>>

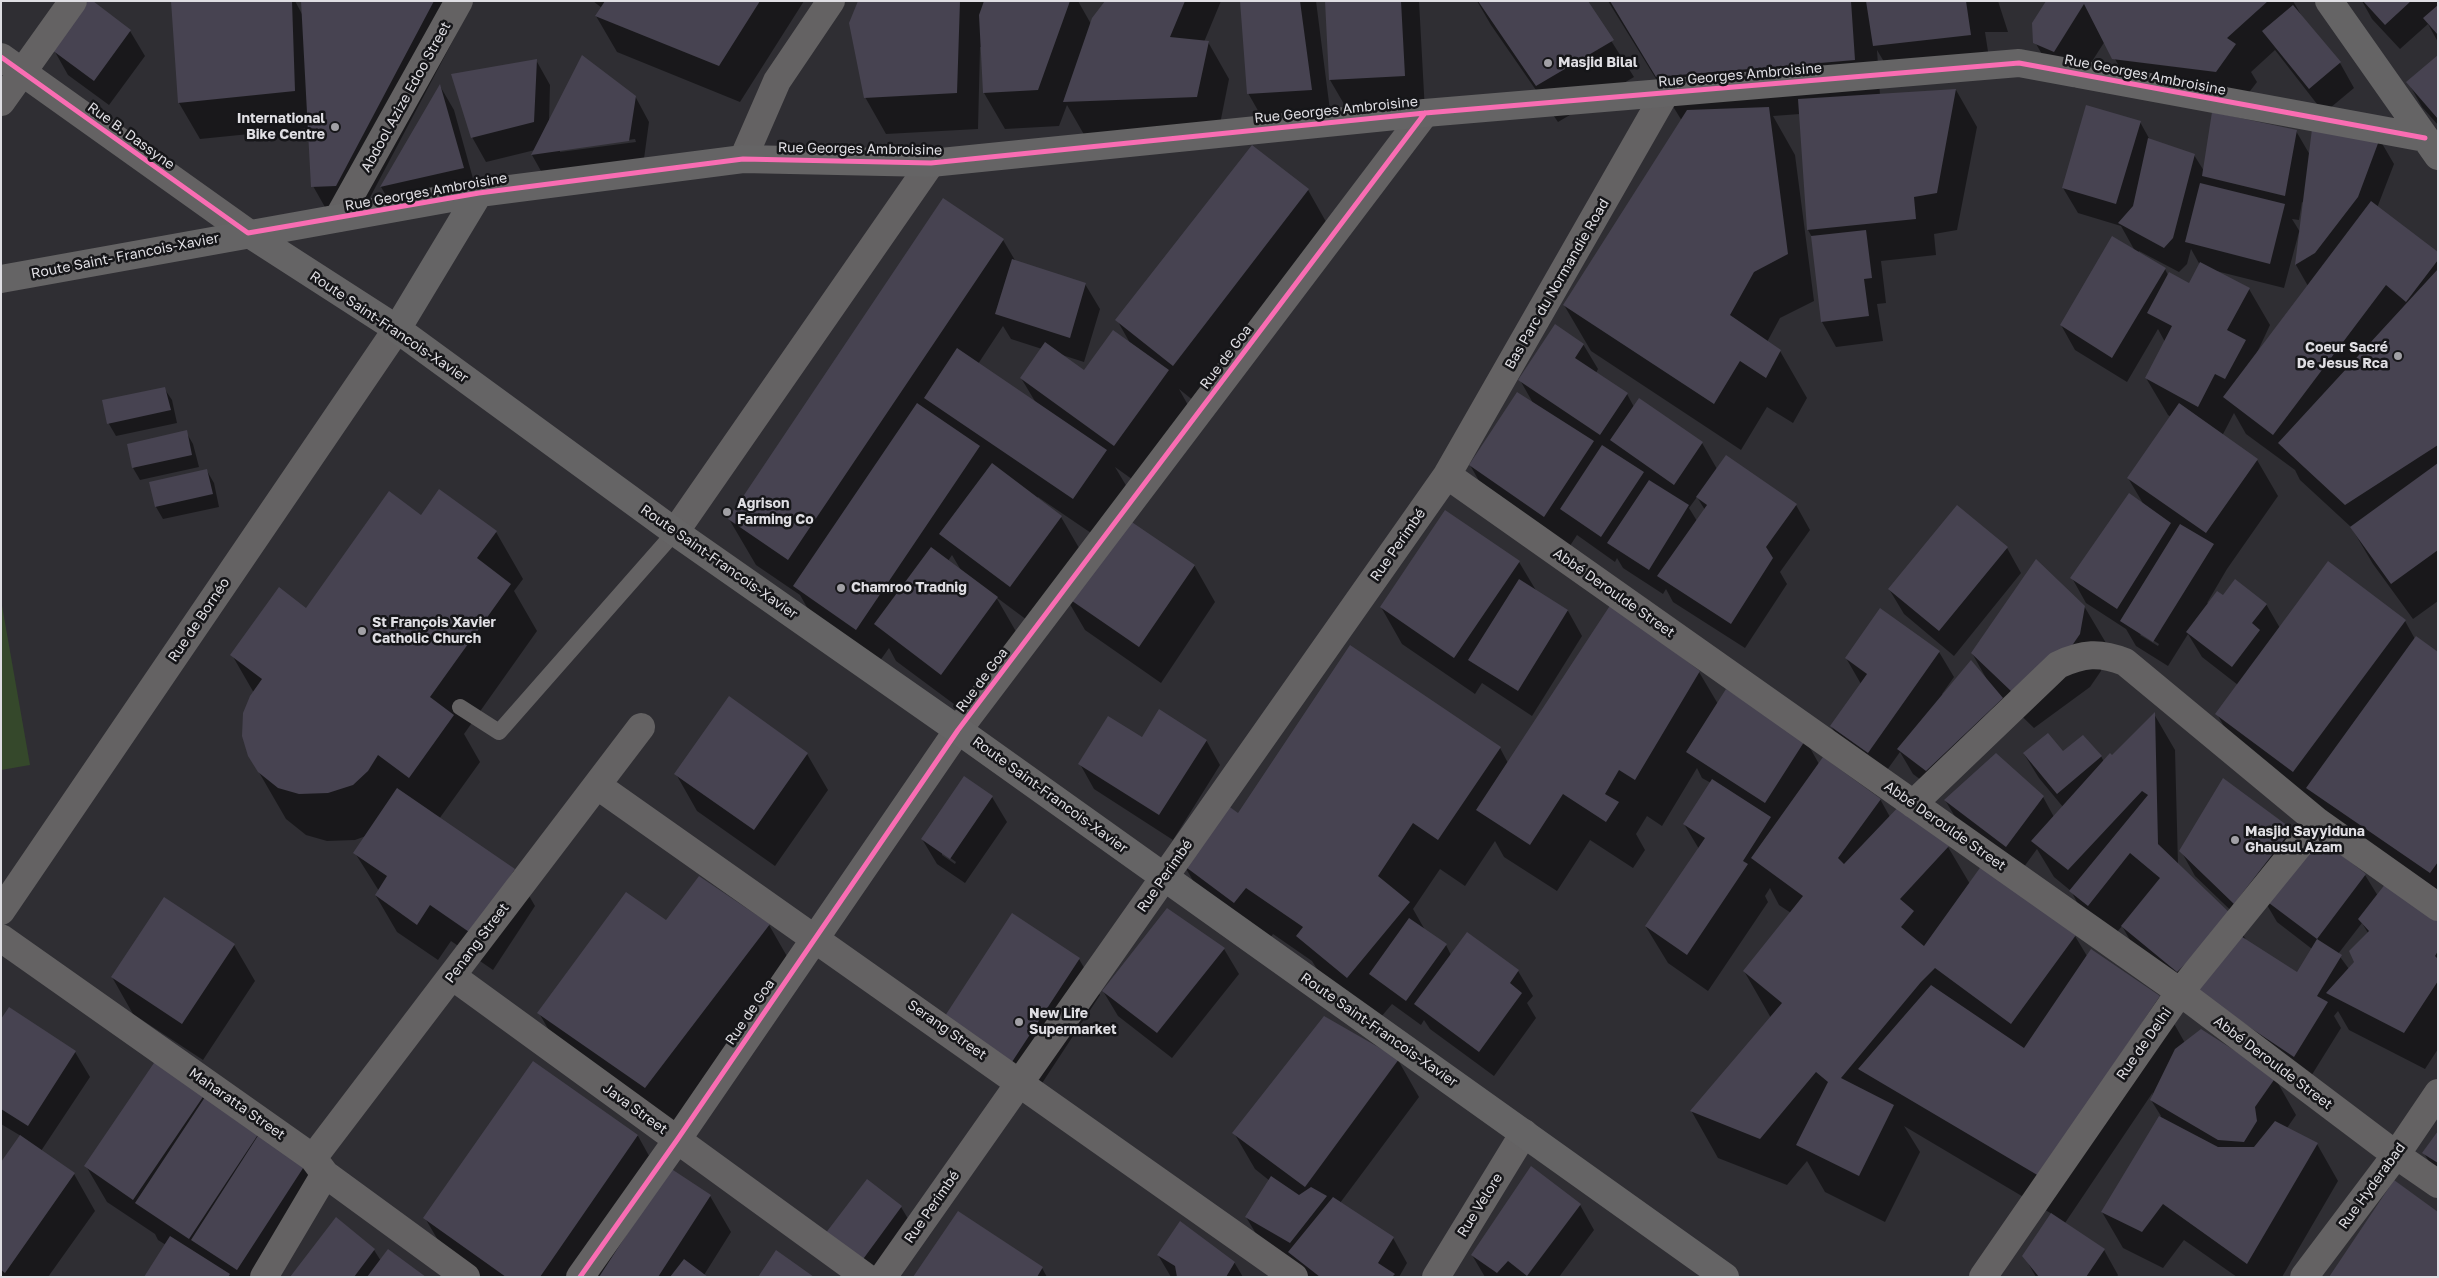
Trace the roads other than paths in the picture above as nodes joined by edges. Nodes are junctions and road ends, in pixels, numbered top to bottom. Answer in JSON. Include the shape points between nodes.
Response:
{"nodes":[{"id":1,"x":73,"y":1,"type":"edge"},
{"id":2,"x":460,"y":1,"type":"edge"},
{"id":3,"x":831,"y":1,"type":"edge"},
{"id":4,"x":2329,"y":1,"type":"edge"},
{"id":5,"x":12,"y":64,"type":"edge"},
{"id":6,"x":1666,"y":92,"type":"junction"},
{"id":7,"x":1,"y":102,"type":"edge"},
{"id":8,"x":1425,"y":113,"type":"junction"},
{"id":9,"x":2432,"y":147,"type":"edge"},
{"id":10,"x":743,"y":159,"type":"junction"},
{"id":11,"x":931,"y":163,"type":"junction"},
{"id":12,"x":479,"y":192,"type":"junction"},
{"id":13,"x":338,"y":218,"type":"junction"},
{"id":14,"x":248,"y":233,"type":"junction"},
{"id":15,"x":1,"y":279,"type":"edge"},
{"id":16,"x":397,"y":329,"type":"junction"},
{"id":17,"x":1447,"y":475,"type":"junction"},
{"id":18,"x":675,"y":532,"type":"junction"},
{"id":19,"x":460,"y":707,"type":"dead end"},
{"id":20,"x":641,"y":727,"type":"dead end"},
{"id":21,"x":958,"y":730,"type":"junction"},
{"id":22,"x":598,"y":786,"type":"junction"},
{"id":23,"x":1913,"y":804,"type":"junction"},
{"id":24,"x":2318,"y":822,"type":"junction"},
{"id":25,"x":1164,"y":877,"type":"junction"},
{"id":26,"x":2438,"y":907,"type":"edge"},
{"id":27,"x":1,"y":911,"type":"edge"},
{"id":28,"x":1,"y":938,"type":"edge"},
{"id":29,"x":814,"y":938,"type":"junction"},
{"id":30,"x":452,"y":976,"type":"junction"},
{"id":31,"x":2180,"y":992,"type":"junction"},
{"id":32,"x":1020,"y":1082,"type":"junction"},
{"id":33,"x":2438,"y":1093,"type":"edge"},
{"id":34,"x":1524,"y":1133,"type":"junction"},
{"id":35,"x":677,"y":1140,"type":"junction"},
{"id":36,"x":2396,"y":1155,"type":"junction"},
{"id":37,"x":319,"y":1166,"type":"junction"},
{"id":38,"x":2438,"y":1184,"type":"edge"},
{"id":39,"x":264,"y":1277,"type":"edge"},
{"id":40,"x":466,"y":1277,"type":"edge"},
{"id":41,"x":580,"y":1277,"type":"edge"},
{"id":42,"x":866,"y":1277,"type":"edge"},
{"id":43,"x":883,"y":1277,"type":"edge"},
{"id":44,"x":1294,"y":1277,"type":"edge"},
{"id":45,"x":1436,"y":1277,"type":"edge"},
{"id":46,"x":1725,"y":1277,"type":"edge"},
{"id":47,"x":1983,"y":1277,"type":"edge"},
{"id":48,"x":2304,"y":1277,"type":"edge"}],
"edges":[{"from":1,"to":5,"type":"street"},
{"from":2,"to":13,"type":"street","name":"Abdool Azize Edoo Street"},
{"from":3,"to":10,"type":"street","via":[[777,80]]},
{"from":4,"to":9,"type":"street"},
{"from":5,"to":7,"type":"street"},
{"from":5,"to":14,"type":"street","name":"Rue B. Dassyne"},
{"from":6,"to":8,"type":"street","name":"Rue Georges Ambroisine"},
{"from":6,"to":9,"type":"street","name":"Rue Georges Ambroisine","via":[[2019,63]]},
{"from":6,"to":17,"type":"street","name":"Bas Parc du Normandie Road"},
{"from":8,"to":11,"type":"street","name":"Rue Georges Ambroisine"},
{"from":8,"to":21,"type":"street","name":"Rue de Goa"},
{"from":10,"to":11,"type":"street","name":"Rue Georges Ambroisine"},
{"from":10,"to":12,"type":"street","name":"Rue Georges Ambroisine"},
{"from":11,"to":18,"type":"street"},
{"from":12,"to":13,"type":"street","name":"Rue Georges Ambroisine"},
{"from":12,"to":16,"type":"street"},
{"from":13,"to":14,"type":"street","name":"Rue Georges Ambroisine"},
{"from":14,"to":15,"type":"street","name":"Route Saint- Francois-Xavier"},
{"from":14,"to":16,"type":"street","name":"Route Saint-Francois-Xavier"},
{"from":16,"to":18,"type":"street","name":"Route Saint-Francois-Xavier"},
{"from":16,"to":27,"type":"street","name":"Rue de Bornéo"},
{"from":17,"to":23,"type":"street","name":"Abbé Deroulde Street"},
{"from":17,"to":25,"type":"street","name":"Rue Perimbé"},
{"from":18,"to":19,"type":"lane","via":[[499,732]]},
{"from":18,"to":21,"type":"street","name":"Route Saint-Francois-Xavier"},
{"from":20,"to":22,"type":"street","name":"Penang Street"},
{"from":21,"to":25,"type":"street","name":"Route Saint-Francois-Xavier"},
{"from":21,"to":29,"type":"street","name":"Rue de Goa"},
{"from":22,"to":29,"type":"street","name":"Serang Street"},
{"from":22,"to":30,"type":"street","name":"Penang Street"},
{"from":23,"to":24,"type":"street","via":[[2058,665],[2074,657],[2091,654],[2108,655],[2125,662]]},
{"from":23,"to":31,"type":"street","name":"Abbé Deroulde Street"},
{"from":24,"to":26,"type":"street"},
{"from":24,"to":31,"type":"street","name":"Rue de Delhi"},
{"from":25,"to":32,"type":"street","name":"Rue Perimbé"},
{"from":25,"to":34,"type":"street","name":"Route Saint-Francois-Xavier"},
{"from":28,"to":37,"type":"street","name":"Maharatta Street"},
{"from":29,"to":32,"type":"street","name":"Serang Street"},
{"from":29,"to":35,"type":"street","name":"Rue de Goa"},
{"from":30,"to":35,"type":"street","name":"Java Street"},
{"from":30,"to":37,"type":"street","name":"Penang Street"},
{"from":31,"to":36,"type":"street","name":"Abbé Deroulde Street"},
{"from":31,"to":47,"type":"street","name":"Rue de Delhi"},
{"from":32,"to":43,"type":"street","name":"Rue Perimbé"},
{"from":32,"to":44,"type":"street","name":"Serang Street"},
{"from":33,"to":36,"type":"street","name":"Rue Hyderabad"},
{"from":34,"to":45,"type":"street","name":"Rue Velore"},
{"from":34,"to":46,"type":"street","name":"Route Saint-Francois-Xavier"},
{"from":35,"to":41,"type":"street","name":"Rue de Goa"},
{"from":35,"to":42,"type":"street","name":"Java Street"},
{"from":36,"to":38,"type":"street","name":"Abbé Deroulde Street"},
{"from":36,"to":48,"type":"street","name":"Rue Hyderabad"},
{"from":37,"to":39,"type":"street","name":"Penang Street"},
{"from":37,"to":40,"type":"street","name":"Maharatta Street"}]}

<<
>>

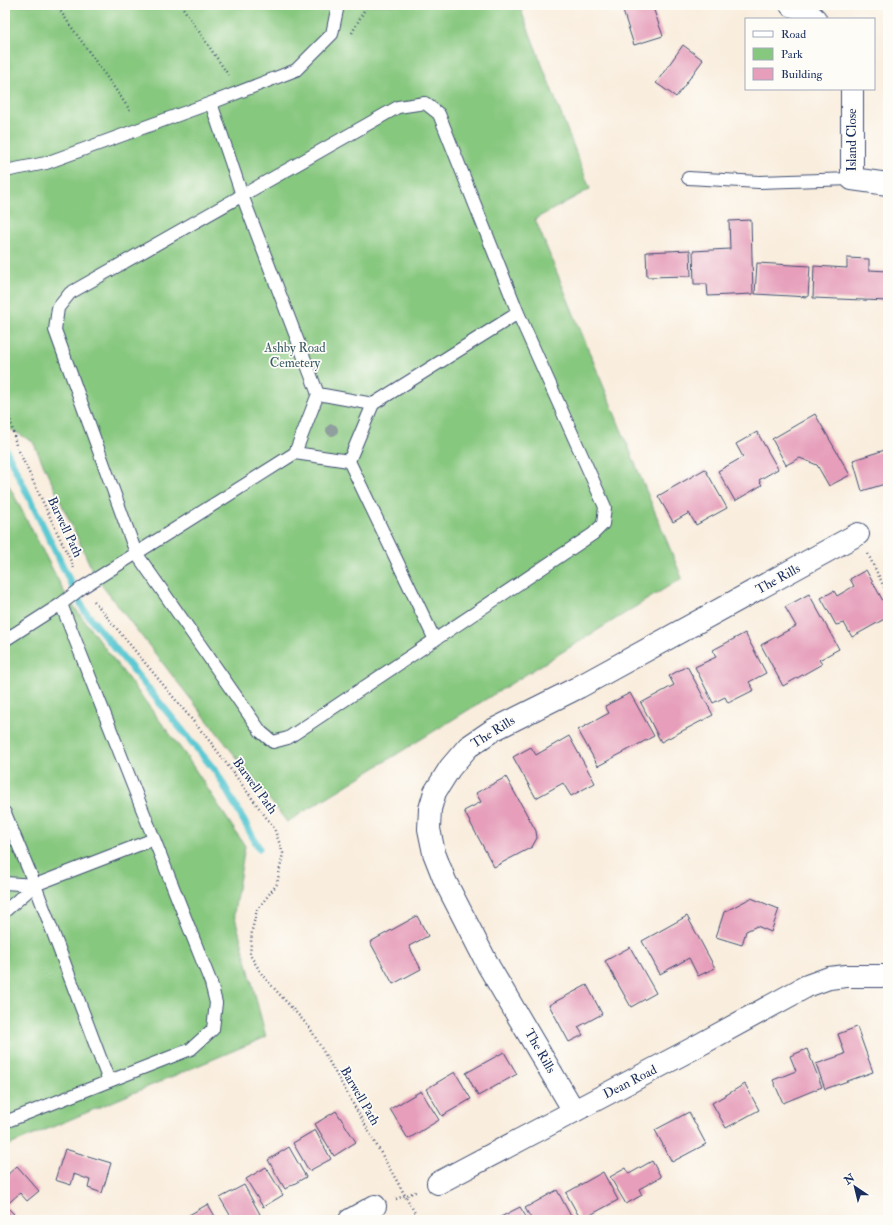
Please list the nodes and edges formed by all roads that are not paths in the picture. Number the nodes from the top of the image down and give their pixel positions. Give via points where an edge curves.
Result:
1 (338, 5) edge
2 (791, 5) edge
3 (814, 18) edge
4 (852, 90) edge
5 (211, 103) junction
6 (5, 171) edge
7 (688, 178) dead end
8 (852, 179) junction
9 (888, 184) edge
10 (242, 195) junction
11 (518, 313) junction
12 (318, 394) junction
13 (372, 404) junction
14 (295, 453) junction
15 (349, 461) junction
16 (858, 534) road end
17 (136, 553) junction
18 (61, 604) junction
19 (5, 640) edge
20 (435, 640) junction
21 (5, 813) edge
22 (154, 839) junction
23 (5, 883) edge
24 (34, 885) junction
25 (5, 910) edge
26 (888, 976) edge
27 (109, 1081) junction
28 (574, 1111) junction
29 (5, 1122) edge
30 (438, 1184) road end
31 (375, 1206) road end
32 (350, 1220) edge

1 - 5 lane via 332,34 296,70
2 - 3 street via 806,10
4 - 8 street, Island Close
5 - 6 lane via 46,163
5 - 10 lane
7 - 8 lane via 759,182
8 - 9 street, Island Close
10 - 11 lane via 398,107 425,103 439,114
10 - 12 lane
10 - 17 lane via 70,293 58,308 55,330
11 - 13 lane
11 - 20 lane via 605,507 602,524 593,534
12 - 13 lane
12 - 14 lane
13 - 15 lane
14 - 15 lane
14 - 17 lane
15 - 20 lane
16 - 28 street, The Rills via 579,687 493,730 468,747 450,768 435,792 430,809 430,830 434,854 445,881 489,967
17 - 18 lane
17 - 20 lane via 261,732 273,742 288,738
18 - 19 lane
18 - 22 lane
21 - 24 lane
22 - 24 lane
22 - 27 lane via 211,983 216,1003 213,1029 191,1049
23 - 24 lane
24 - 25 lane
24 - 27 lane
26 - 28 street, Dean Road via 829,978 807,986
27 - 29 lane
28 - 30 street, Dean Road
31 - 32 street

<<
>>

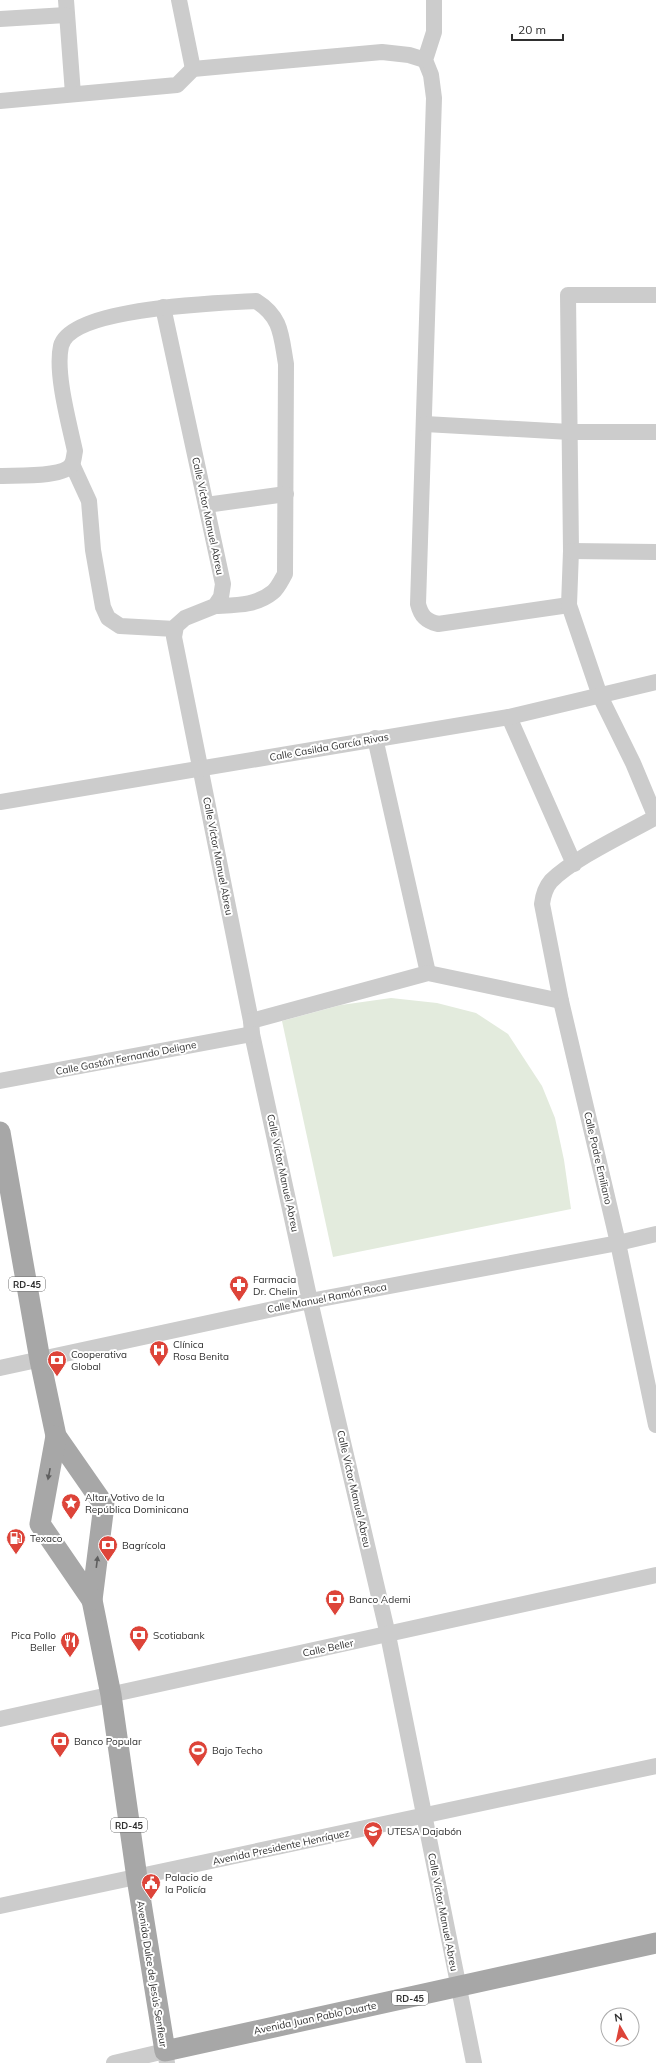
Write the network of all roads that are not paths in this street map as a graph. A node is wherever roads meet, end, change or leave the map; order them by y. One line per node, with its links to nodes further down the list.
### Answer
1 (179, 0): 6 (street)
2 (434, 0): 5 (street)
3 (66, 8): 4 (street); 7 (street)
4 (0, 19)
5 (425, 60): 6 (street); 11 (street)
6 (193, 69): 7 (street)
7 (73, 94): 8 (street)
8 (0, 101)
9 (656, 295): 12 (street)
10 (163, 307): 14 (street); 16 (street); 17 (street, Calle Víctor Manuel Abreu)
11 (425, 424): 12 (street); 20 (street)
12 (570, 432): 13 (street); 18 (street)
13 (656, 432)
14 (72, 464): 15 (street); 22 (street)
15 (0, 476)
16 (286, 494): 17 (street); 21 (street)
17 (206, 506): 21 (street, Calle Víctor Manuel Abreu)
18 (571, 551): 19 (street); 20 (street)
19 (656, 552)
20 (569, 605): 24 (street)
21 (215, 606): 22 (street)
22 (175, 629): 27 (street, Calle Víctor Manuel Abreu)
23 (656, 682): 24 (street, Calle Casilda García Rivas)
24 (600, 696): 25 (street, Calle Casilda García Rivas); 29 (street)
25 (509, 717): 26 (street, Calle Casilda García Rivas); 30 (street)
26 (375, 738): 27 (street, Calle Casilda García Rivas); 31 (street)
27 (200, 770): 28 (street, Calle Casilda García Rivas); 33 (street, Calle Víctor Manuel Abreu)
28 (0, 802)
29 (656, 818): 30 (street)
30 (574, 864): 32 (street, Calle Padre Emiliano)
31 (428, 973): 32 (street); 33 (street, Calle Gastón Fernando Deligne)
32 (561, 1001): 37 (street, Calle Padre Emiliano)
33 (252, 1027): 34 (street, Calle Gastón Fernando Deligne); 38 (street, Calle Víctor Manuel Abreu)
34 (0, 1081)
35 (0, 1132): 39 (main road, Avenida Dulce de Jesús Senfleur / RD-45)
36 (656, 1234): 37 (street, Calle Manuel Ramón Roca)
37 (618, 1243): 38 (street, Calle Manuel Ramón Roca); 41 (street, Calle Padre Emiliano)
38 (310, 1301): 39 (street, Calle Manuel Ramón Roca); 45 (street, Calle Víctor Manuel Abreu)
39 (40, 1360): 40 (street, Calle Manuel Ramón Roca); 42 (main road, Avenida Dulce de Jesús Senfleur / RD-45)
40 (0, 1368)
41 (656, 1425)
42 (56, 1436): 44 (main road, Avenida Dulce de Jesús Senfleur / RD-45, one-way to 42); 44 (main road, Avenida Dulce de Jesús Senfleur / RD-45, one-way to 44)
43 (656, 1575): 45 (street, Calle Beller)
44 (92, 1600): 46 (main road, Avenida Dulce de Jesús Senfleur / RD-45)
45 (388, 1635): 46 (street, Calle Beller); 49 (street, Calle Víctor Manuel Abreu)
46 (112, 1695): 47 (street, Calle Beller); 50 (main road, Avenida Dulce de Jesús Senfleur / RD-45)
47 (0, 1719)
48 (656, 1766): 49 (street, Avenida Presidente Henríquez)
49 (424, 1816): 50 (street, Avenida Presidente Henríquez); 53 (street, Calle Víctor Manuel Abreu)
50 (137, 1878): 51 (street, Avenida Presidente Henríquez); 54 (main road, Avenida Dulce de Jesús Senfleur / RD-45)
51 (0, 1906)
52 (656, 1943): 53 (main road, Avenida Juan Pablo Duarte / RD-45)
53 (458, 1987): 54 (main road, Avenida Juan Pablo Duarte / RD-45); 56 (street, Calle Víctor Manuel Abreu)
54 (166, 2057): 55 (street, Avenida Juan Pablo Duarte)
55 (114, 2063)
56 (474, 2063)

<<

### TASK REQUIREMENTS
What is the number of lines in the material above that include "Abbé"? Answer with the number only.

### TASK RESULT
4